Mala Rohan (Мала Рогань) is a village in Ukraine in Kharkiv Raion, Kharkiv Oblast. It belongs to Vilkhivka rural hromada, one of the hromadas of Ukraine.

==History==

===Early 21st century===

On 7 November 2020 an Emblem of the Ukrainian Soviet Socialist Republic was dismantled from the facade of a school in Mala Rohan.

===Russian invasion of Ukraine===

On 25 February 2022, the village was captured by the Russian Armed Forces during the Russian invasion of Ukraine. Human Rights Watch documented at least one case of sexual violence by Russian soldiers during the occupation. It was retaken by the Armed Forces of Ukraine on 28 March 2022.

On 27 March 2022, a viral video appearing to show Ukrainian soldiers torturing Russian prisoners of war and shooting them in the legs attracted widespread attention.

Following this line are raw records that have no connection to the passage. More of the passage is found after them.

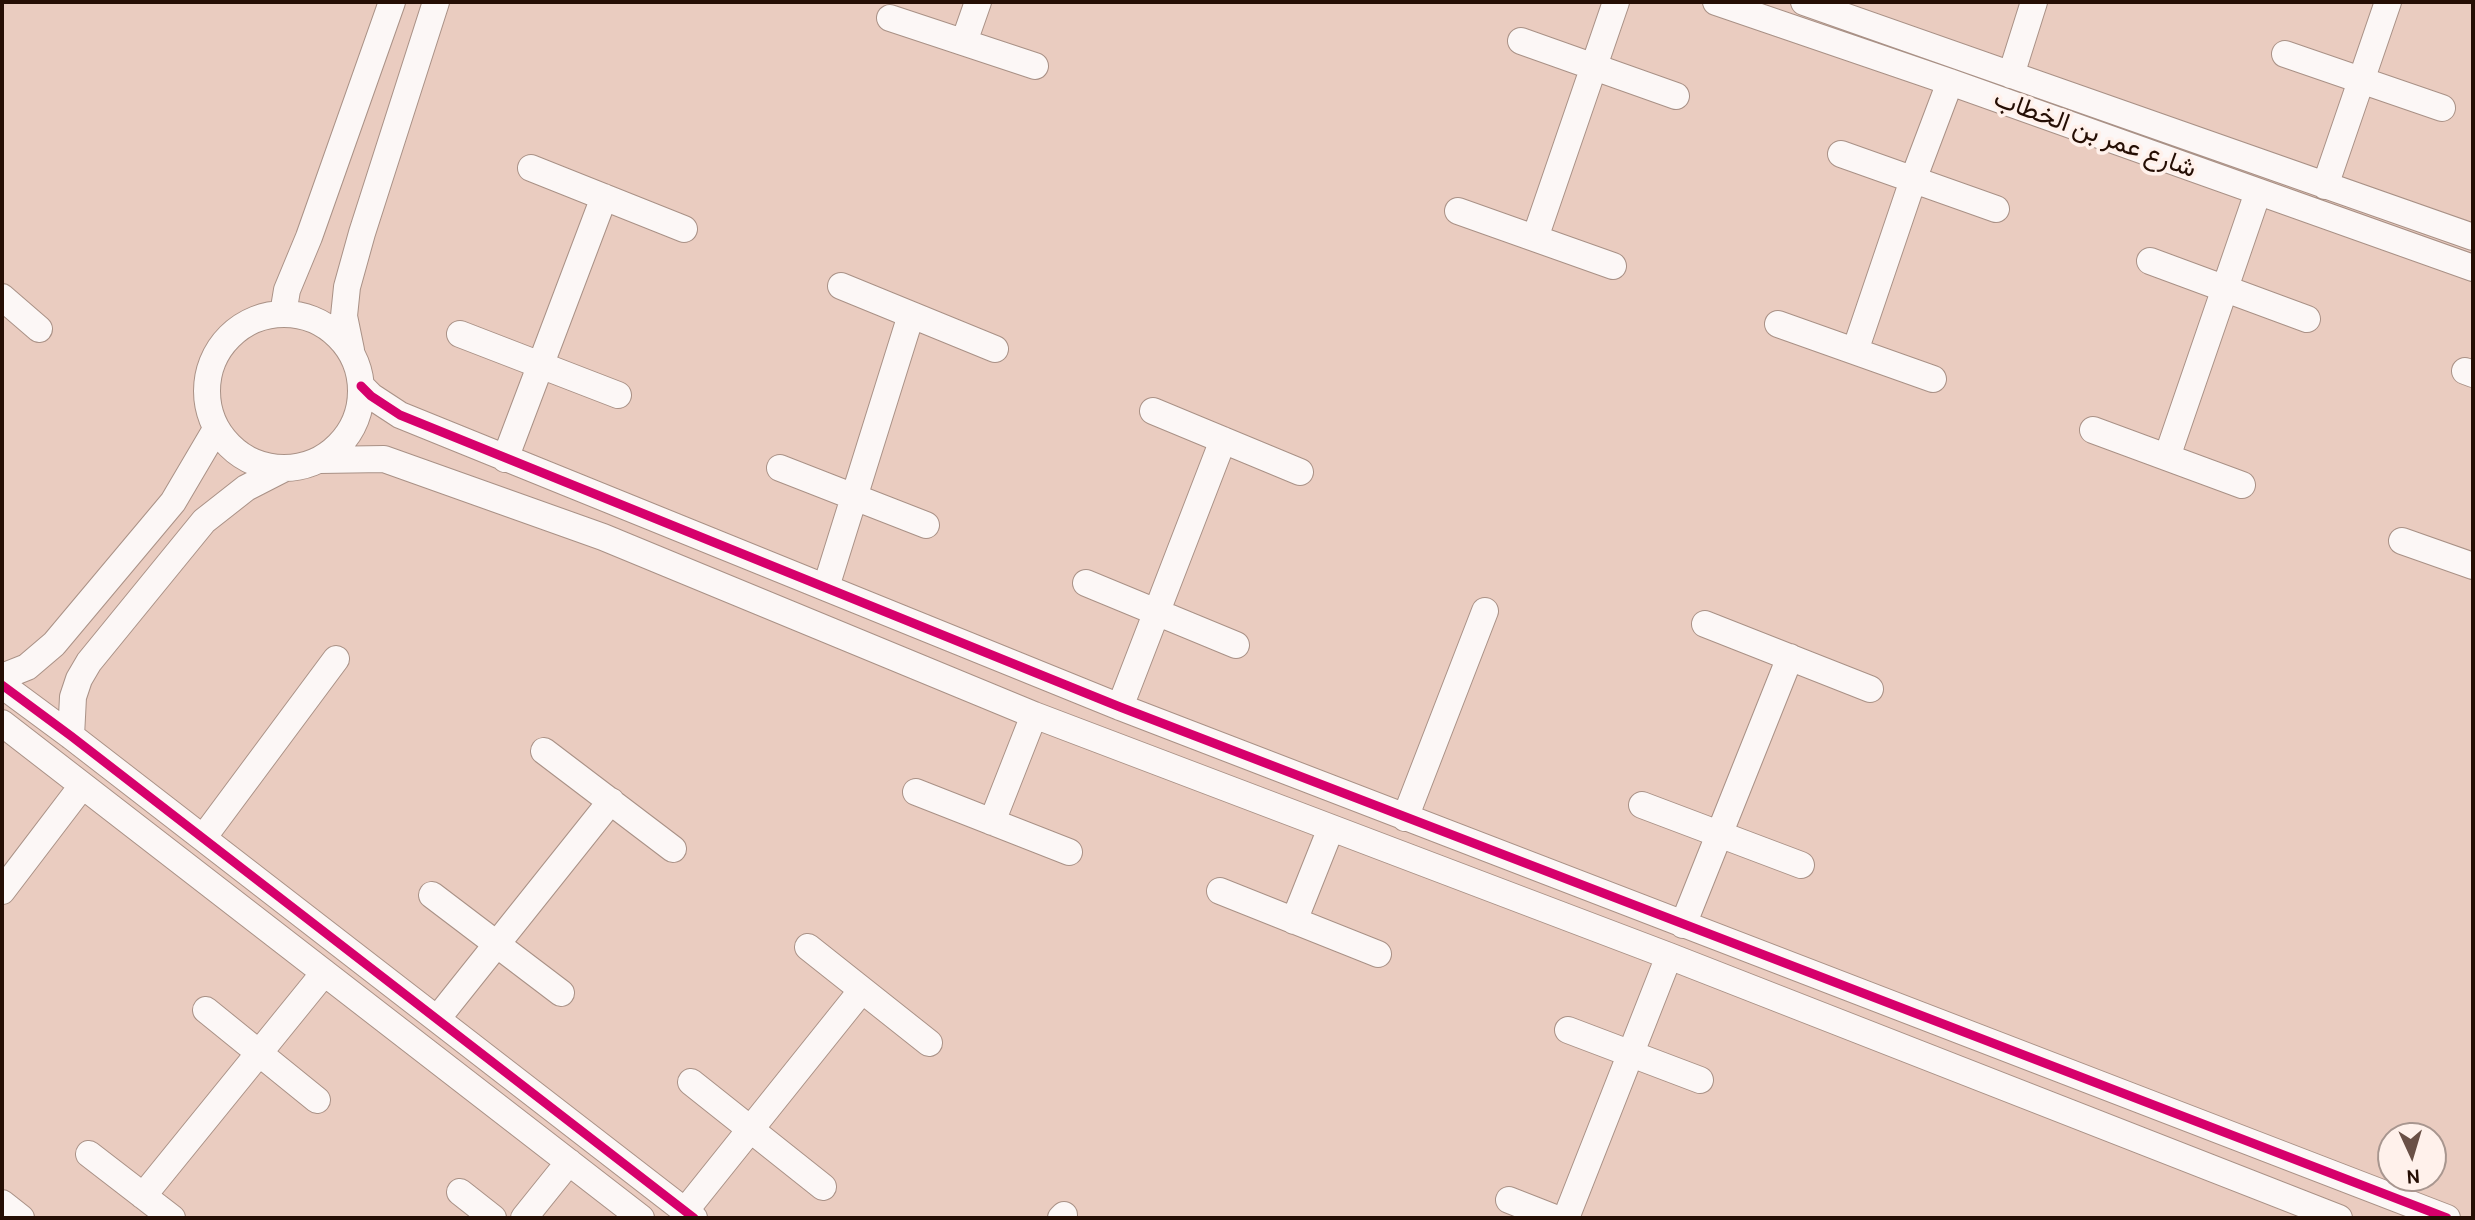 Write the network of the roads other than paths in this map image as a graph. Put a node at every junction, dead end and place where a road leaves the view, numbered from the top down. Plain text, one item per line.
1 (392, 2) edge
2 (436, 2) edge
3 (978, 2) edge
4 (1616, 2) edge
5 (1716, 2) edge
6 (1804, 2) edge
7 (2035, 2) edge
8 (2388, 2) edge
9 (890, 18) dead end
10 (1521, 41) dead end
11 (964, 42) junction
12 (2285, 54) dead end
13 (1035, 66) dead end
14 (1593, 67) junction
15 (2011, 75) junction
16 (2361, 80) junction
17 (1950, 82) junction
18 (1676, 96) dead end
19 (2442, 108) dead end
20 (1841, 154) dead end
21 (531, 168) dead end
22 (1913, 180) junction
23 (2325, 186) junction
24 (2258, 192) junction
25 (604, 197) junction
26 (1996, 209) dead end
27 (1458, 211) dead end
28 (684, 229) dead end
29 (2473, 237) edge
30 (1535, 238) junction
31 (2150, 261) dead end
32 (1613, 266) dead end
33 (2473, 268) edge
34 (841, 286) dead end
35 (2223, 288) junction
36 (2, 297) edge
37 (283, 314) junction
38 (911, 314) junction
39 (2307, 319) dead end
40 (1778, 324) dead end
41 (39, 329) dead end
42 (460, 334) dead end
43 (995, 349) dead end
44 (1855, 351) junction
45 (352, 352) junction
46 (541, 365) junction
47 (1933, 379) dead end
48 (361, 386) junction
49 (618, 395) dead end
50 (1153, 411) dead end
51 (216, 429) junction
52 (2093, 430) dead end
53 (1223, 440) junction
54 (2167, 457) junction
55 (505, 459) junction
56 (320, 460) junction
57 (285, 468) junction
58 (780, 468) dead end
59 (1300, 472) dead end
60 (2242, 485) dead end
61 (854, 497) junction
62 (619, 505) junction
63 (926, 525) dead end
64 (603, 537) junction
65 (2402, 541) dead end
66 (2473, 566) edge
67 (1086, 583) dead end
68 (826, 587) junction
69 (1485, 611) dead end
70 (1157, 612) junction
71 (1705, 624) dead end
72 (1236, 645) dead end
73 (1790, 657) junction
74 (336, 659) dead end
75 (2, 677) edge
76 (2, 685) edge
77 (1870, 689) dead end
78 (1120, 707) junction
79 (1034, 715) junction
80 (2, 723) edge
81 (71, 736) junction
82 (544, 751) dead end
83 (82, 786) junction
84 (916, 792) dead end
85 (611, 802) junction
86 (1642, 805) dead end
87 (1405, 818) junction
88 (992, 822) junction
89 (1331, 828) junction
90 (1719, 834) junction
91 (203, 838) junction
92 (673, 849) dead end
93 (1069, 852) dead end
94 (1801, 865) dead end
95 (258, 880) junction
96 (2, 891) edge
97 (1220, 891) dead end
98 (432, 895) dead end
99 (237, 906) junction
100 (1294, 921) junction
101 (1683, 925) junction
102 (497, 944) junction
103 (808, 947) dead end
104 (1378, 954) dead end
105 (1669, 956) junction
106 (324, 973) junction
107 (862, 990) junction
108 (561, 993) dead end
109 (206, 1010) dead end
110 (437, 1019) junction
111 (1568, 1030) dead end
112 (929, 1043) dead end
113 (259, 1053) junction
114 (1630, 1054) junction
115 (1700, 1080) dead end
116 (691, 1082) dead end
117 (317, 1100) dead end
118 (751, 1129) junction
119 (89, 1154) dead end
120 (569, 1162) junction
121 (823, 1187) dead end
122 (460, 1192) dead end
123 (143, 1196) junction
124 (1509, 1200) dead end
125 (2, 1203) edge
126 (690, 1215) edge
127 (21, 1218) edge
128 (172, 1218) edge
129 (493, 1218) edge
130 (524, 1218) edge
131 (641, 1218) edge
132 (1555, 1218) edge
133 (1566, 1218) edge
134 (2339, 1218) edge
135 (2447, 1218) edge

1 - 37 street
2 - 45 street
3 - 11 street
4 - 14 street
5 - 17 street, شارع عمر بن الخطاب
6 - 15 street, شارع عمر بن الخطاب
7 - 15 street
8 - 16 street
9 - 11 street
10 - 14 street
11 - 13 street
12 - 16 street
14 - 18 street
14 - 30 street
15 - 23 street, شارع عمر بن الخطاب
16 - 19 street
16 - 23 street
17 - 22 street
17 - 24 street, شارع عمر بن الخطاب
20 - 22 street
21 - 25 street
22 - 26 street
22 - 44 street
23 - 29 street, شارع عمر بن الخطاب
24 - 33 street, شارع عمر بن الخطاب
24 - 35 street
25 - 28 street
25 - 46 street
27 - 30 street
30 - 32 street
31 - 35 street
34 - 38 street
35 - 39 street
35 - 54 street
36 - 41 street
37 - 45 street
37 - 51 street
38 - 43 street
38 - 61 street
40 - 44 street
42 - 46 street
44 - 47 street
45 - 48 street
46 - 49 street
46 - 55 street
48 - 55 street
48 - 56 street
50 - 53 street
51 - 57 street
51 - 75 street
52 - 54 street
53 - 59 street
53 - 70 street
54 - 60 street
55 - 62 street
56 - 57 street
56 - 64 street
57 - 81 street
58 - 61 street
61 - 63 street
61 - 68 street
62 - 64 street
62 - 68 street
64 - 79 street
65 - 66 street
67 - 70 street
68 - 78 street
69 - 87 street
70 - 72 street
70 - 78 street
71 - 73 street
73 - 77 street
73 - 90 street
74 - 91 street
76 - 81 street
78 - 87 street
79 - 88 street
79 - 89 street
80 - 83 street
81 - 91 street
82 - 85 street
83 - 96 street
83 - 99 street
84 - 88 street
85 - 92 street
85 - 102 street
86 - 90 street
87 - 101 street
88 - 93 street
89 - 100 street
89 - 105 street
90 - 94 street
90 - 101 street
91 - 95 street
95 - 99 street
95 - 110 street
97 - 100 street
98 - 102 street
99 - 106 street
100 - 104 street
101 - 135 street
102 - 108 street
102 - 110 street
103 - 107 street
105 - 114 street
105 - 134 street
106 - 113 street
106 - 120 street
107 - 112 street
107 - 118 street
109 - 113 street
110 - 126 street
111 - 114 street
113 - 117 street
113 - 123 street
114 - 115 street
114 - 133 street
116 - 118 street
118 - 121 street
118 - 126 street
119 - 123 street
120 - 130 street
120 - 131 street
122 - 129 street
123 - 128 street
124 - 132 street
125 - 127 street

The BBC among others reported the geolocation of an open-source researcher on Twitter that the video was filmed at a dairy farm near Mala Rohan. Many Ukrainian sources said that the video had been staged, pointing at perceived inaccuracies in the video. The BBC said it could not verify the authenticity of the video nor Ukrainian and Russian accounts. On 29 June, the United Nations High Commissioner for Human Rights published a report in which the incident in Mala Rohan is mentioned as one of two "documented cases of summary execution and torture of Russian prisoners of war and persons hors de combat reportedly perpetrated by members of Ukrainian armed forces."